What’s even more fascinating is the realization that while these three companies are quite different, they share a singular vision for the future of this industry. In this editorial we’re going to explore what these three companies have been doing to bring that vision to life. To achieve that we have to understand the philosophies that each of them impart onto the products they make and how those decisions came to be.

To Understand Where We’re Going We Must Look At Where We’ve Been

Let’s start from the very beginning, with the first consumer chip to integrate a CPU – Central Processing Unit – with a GPU – Graphics Processing Unit – . In 2010 Intel released the first processor to feature integrated graphics but just like the company’s first effort to make a dual or a quad core processor the resulting product was a multi-chip module or an MCM for short, in which multiple discreet chips were connected together and sold as one.
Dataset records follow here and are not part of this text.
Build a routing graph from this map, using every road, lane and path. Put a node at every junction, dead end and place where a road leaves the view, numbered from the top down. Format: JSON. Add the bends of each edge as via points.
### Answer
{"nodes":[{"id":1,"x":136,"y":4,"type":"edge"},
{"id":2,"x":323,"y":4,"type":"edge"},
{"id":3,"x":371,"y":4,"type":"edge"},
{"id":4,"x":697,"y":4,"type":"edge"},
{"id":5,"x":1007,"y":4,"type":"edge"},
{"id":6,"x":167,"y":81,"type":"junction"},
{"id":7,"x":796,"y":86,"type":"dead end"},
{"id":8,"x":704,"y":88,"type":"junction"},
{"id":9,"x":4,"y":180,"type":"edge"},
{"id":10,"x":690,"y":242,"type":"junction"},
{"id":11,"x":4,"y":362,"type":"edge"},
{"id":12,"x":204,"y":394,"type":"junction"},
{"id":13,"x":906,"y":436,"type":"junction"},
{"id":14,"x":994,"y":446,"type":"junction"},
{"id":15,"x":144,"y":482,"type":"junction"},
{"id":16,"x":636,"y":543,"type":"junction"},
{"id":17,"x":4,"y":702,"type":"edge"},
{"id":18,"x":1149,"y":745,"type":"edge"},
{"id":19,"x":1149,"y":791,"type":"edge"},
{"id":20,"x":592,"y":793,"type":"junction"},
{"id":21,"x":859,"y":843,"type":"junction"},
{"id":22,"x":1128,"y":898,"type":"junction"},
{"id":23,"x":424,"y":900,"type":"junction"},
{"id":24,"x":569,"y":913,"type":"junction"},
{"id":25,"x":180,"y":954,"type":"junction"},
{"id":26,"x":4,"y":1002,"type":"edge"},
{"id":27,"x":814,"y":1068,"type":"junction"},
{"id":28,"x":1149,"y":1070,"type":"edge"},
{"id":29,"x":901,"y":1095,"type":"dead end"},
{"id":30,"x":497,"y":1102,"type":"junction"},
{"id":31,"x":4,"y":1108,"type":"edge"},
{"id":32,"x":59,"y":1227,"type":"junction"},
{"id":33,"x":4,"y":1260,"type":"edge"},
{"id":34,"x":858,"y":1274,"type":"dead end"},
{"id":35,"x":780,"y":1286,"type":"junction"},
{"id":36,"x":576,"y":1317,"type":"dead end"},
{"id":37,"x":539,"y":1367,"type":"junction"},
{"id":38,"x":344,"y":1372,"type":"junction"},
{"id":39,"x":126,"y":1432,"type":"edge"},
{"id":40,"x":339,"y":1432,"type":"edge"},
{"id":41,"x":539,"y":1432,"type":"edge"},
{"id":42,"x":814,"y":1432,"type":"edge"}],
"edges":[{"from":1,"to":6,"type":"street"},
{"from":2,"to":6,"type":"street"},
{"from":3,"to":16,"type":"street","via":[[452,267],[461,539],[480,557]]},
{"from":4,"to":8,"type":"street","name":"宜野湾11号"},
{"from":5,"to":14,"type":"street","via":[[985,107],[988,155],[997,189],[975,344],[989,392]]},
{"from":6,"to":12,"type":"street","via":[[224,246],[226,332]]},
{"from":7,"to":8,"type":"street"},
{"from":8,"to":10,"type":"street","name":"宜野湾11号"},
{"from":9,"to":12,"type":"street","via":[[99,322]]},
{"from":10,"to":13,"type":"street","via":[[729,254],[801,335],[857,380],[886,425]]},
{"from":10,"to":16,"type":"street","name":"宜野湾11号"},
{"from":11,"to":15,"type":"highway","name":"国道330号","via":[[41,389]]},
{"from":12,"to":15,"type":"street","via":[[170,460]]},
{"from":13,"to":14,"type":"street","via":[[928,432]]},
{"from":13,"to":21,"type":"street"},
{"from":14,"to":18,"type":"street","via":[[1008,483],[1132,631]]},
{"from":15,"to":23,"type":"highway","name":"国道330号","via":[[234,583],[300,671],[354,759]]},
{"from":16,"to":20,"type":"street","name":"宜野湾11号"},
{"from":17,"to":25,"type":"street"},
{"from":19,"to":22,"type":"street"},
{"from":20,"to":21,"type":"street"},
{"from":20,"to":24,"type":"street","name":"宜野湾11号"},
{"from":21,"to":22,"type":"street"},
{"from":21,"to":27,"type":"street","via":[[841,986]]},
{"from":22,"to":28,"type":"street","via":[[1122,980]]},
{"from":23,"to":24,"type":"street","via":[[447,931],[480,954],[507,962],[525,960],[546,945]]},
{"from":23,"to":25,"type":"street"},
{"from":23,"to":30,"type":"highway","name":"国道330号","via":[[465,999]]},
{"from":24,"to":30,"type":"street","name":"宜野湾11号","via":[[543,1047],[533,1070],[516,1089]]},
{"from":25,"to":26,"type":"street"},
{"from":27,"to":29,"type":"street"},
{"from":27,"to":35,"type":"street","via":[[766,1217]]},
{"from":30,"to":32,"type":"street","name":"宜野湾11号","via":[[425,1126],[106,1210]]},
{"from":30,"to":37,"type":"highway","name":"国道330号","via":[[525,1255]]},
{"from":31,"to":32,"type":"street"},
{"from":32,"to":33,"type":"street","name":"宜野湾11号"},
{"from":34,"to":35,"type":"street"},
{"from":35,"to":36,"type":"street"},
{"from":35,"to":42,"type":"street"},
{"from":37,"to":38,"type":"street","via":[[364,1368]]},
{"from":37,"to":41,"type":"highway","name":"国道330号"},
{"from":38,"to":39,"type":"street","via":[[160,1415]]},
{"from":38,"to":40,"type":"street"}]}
Intel called this design Clarkdale & it was not a fully integrated monolithic solution. The CPU and graphics portions were manufactured separately as two discreet chips that were later assembled together on single circuit board.


A truly integrated solution did not come from Intel until Sandy Bridge was released a year later in January 2011.
On the very same month AMD released its first APU ever, a processor with an integrated graphics solution, code named Brazos. However unlike Intel’s first effort with Clarkdale the graphics portion of these two aforementioned chips was truly integrated solutions. Where the graphics engine and the CPU shared a single die of silicon.
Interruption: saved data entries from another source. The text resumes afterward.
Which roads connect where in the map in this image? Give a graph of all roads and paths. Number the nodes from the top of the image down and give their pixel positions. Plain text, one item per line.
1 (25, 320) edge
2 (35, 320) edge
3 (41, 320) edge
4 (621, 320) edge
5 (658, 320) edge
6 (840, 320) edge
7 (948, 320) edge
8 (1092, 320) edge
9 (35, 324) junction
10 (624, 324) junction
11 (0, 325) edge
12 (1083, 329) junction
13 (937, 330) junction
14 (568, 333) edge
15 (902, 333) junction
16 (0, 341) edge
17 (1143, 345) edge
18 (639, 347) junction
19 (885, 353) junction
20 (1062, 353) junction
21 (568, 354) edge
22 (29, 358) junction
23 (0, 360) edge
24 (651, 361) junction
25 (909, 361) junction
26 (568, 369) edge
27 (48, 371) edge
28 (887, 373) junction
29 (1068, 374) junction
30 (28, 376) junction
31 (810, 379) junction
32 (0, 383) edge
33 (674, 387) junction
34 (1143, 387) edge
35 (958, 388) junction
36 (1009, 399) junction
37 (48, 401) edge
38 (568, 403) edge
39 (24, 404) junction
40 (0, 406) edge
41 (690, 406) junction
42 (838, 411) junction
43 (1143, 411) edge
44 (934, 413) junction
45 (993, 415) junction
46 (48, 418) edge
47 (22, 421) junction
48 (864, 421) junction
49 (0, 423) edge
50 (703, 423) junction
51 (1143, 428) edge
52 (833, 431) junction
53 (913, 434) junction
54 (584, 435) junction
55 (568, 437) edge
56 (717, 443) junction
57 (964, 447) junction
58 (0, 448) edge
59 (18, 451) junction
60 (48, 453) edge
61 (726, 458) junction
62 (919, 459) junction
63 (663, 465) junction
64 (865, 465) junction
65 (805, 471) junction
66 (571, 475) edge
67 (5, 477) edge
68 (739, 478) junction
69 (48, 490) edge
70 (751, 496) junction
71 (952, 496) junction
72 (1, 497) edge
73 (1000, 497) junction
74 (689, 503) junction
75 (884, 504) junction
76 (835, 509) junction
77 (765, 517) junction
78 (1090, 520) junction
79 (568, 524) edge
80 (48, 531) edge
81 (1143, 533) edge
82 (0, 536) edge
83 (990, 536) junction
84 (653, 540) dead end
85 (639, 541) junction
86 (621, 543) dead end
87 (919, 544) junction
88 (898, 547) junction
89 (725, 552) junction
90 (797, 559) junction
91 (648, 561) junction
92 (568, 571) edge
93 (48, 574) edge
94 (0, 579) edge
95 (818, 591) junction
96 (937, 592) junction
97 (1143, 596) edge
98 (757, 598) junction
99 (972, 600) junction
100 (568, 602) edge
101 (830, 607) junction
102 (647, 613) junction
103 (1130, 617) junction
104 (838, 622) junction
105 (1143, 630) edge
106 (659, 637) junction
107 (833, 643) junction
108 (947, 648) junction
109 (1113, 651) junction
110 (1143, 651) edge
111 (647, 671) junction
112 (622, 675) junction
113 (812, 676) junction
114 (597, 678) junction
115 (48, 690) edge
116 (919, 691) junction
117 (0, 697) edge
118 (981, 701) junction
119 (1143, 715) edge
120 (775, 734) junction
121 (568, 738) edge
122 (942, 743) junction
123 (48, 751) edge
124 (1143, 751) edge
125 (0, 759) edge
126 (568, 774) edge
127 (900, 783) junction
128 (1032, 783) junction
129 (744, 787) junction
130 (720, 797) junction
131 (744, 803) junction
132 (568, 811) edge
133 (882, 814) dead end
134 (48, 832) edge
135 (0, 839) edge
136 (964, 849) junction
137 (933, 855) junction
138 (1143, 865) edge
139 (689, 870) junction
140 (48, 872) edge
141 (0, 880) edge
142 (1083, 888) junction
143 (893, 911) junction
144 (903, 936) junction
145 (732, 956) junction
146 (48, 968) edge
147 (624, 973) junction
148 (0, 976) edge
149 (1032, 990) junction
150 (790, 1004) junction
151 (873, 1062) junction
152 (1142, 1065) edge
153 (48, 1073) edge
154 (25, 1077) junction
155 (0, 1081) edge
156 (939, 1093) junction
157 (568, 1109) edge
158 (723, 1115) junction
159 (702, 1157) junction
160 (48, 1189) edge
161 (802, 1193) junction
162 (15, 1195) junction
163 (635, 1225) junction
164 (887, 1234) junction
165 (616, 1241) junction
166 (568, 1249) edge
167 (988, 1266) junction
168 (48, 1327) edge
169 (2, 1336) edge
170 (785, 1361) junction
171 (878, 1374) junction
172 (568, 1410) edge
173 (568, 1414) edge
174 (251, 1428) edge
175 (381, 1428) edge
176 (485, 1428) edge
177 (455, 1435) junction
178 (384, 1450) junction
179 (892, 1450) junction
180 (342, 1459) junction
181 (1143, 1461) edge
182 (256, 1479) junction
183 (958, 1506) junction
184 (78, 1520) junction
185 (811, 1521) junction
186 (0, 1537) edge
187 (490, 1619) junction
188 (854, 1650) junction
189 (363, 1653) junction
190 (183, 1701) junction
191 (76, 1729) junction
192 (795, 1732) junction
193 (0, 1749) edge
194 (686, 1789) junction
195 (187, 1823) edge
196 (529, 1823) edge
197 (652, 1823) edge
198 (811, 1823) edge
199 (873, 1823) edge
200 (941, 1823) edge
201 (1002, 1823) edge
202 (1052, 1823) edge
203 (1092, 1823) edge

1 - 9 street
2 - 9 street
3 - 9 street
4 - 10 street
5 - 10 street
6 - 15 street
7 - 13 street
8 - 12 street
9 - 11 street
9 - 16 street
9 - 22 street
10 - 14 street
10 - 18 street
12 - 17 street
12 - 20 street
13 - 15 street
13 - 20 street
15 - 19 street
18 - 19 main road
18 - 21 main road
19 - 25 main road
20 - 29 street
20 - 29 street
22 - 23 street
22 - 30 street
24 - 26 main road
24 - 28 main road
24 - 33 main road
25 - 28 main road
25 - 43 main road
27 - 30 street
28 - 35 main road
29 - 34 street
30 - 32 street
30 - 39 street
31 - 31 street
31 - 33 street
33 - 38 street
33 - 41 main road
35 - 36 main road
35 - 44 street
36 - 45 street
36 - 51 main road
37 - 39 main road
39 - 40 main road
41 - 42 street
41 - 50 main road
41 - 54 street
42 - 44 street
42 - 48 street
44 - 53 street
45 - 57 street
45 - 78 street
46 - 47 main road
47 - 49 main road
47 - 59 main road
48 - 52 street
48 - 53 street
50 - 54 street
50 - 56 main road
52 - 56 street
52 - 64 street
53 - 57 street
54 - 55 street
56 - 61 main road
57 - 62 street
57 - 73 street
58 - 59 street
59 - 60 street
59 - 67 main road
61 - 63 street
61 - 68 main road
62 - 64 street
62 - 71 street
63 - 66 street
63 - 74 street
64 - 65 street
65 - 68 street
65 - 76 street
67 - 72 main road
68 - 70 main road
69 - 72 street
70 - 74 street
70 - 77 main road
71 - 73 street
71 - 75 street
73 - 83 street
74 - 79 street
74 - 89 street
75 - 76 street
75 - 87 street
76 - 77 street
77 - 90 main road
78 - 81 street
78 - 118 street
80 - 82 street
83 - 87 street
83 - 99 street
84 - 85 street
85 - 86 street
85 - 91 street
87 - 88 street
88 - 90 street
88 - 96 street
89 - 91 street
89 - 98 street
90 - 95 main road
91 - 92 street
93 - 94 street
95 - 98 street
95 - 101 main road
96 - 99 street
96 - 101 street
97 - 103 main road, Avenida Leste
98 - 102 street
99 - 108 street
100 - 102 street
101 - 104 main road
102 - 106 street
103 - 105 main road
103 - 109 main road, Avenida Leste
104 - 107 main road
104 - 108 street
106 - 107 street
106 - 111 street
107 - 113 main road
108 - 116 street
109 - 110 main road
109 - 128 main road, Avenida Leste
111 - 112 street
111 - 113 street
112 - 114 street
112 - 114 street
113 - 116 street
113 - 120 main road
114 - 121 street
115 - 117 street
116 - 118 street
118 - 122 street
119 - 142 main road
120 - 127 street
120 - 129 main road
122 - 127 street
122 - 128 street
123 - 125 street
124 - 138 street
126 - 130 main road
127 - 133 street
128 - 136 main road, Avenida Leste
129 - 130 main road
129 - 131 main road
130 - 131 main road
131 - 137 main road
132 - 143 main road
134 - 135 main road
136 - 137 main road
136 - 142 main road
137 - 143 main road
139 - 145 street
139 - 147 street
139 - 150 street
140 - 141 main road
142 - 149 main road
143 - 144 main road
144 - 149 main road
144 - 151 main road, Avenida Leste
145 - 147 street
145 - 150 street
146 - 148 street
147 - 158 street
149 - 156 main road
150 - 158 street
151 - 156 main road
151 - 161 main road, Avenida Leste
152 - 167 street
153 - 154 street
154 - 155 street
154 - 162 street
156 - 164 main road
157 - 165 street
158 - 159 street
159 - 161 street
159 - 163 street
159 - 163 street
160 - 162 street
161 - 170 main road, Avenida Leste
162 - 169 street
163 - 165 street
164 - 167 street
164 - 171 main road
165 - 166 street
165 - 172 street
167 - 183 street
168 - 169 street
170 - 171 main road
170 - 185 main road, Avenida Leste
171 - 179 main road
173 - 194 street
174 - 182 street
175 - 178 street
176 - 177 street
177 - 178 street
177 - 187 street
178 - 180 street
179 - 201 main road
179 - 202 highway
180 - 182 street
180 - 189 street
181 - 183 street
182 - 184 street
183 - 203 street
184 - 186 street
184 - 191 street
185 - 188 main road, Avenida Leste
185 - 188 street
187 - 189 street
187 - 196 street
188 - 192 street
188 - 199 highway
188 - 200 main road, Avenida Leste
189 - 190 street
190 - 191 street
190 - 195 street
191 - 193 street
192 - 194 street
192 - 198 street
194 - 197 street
AMD had began working towards this from 2006, when the company had made the decision to buy ATi with the vision to fuse GPU cores and CPU cores into a single piece of silicon called the Accelerated Processing Unit or APU for short. AMD called this effort “Fusion” and it was the company’s main advent from buying ATi.
So in a sense Brazos & Sandy Bridge marked the beginning of the “Fusion” era for the industry.



Fast forward to today and you’ll find that almost all processors have some sort of integrated graphics solution. Intel’s entire range of consumer processors have integrated graphics except for the niche that socket LGA 2011 addresses. All the processors that AMD launched in the past three years have been APUs and thus featured integrated graphics solutions. All mobile processors spanning notebooks to handheld devices also feature integrated graphics solutions.  This is the direction that the entire industry is heading towards as it has becomie strikingly clear, but to what purpose?
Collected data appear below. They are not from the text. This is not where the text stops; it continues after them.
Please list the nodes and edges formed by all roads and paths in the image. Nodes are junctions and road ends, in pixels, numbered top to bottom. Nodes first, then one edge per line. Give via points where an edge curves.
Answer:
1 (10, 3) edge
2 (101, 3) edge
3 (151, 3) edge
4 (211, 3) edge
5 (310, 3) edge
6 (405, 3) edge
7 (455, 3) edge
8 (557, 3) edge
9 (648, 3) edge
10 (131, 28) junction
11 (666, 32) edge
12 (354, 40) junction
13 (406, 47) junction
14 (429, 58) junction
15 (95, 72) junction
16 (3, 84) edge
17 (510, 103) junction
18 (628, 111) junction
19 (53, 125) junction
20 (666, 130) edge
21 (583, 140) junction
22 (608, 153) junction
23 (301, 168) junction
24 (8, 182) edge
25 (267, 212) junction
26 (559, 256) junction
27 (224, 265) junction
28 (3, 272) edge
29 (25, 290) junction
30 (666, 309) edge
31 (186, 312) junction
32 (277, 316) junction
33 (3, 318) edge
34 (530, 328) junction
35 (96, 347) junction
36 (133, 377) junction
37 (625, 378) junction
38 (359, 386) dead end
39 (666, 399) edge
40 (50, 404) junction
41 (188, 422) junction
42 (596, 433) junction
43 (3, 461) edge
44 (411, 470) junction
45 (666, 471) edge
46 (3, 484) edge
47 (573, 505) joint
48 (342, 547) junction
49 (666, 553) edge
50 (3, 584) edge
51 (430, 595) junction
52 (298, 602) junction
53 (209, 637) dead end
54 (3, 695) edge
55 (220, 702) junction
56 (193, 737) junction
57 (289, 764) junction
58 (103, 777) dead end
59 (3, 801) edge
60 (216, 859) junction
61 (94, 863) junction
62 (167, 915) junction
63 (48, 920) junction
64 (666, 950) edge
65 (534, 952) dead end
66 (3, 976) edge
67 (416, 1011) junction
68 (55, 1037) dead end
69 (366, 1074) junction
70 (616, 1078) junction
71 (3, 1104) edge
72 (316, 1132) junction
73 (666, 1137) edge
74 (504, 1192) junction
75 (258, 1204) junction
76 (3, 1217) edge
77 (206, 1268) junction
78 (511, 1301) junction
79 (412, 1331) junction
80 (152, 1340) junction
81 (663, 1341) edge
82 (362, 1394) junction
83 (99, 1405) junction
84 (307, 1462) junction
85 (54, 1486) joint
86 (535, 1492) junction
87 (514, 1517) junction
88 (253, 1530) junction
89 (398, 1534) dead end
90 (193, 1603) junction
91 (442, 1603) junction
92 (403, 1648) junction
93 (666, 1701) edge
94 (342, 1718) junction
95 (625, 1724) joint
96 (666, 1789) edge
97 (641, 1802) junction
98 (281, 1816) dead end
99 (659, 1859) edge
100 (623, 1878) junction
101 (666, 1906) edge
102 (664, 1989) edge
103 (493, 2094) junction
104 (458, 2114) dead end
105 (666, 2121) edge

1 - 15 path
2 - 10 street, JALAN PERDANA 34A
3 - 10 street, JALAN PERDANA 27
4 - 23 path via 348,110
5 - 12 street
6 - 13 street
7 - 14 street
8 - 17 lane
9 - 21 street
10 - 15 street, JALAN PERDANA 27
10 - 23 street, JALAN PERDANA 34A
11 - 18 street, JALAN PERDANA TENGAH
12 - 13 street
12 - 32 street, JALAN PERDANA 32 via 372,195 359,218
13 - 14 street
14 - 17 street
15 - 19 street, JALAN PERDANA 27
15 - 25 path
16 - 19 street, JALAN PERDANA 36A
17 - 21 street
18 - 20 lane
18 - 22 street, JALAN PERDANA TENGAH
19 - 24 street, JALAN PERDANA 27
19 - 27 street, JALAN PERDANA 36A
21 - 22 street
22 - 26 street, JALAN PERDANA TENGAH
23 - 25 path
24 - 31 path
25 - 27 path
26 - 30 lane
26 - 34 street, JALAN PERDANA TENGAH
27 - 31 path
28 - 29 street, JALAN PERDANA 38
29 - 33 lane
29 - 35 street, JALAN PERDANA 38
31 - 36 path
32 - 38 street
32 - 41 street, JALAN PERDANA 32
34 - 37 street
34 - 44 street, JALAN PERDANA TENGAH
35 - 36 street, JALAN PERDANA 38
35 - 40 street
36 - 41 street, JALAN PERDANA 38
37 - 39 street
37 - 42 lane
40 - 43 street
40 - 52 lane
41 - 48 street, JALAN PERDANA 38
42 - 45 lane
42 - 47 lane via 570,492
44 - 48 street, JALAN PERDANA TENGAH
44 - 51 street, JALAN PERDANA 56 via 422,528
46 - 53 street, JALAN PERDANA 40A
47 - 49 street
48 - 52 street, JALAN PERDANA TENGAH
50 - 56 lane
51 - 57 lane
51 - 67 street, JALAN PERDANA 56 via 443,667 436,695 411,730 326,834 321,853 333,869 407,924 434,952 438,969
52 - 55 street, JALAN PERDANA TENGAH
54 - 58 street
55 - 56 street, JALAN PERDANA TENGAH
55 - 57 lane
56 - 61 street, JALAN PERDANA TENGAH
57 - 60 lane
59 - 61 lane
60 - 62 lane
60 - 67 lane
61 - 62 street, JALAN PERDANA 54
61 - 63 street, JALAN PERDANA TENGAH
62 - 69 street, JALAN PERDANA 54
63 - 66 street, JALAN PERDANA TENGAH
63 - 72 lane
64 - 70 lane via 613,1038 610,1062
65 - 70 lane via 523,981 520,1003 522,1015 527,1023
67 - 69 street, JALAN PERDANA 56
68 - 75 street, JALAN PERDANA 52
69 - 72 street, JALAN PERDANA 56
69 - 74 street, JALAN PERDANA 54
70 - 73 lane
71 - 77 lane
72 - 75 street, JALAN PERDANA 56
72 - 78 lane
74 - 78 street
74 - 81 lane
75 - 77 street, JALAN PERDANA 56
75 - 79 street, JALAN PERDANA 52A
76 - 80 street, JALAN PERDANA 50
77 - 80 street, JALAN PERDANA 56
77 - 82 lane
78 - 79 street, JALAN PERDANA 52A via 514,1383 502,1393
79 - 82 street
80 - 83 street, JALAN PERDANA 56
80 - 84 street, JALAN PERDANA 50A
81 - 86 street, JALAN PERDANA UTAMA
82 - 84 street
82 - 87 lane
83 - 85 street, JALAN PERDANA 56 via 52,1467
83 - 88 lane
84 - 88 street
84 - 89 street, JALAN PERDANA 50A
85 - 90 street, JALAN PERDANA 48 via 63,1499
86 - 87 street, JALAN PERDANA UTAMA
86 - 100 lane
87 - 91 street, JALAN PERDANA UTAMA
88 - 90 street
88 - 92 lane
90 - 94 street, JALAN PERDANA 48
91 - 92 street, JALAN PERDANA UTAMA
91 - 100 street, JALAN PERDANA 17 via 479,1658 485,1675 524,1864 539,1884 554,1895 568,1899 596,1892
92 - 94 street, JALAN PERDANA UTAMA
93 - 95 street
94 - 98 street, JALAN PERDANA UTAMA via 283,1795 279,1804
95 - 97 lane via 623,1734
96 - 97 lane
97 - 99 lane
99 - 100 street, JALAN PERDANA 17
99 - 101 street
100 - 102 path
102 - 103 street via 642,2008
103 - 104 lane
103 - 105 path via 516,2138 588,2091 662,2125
Evolution Of Intel’s And AMD’s Integrated Graphics

Today integrated graphics processors take up a considerable percentage of chips’ real estate.
The GPU in Kaveri, AMD’s most recent desktop APU, takes up 47% of the chip’s real estate, almost half the die.
GPU real-estate has been consistently growing for the past several years. For instance AMD doubled the GPU portion from Llano, the company’s first generation mainstream APU, to Kaveri.


We see a very similar trend with Intel as well, increasing the GPU portion of the die with each generation. Going from Sandy Bridge, Intel’s first processor with integrated graphics built on a single monolithic die, to mainstream GT2 Haswell parts the GPU real estate nearly doubled. And with Intel’s “Iris” GT3 graphics parts the real estate quadrupled compared to Sandy Bridge.

This trend continued with Broadwell in 2015 and Skylake in 2016. Mainstream quadcore variants of both generations now have half the real-estate of the chip dedicated to the integrated graphics engine. And mainstream dual core variants have nearly two thirds of the real-estate dedicated to the graphics engine.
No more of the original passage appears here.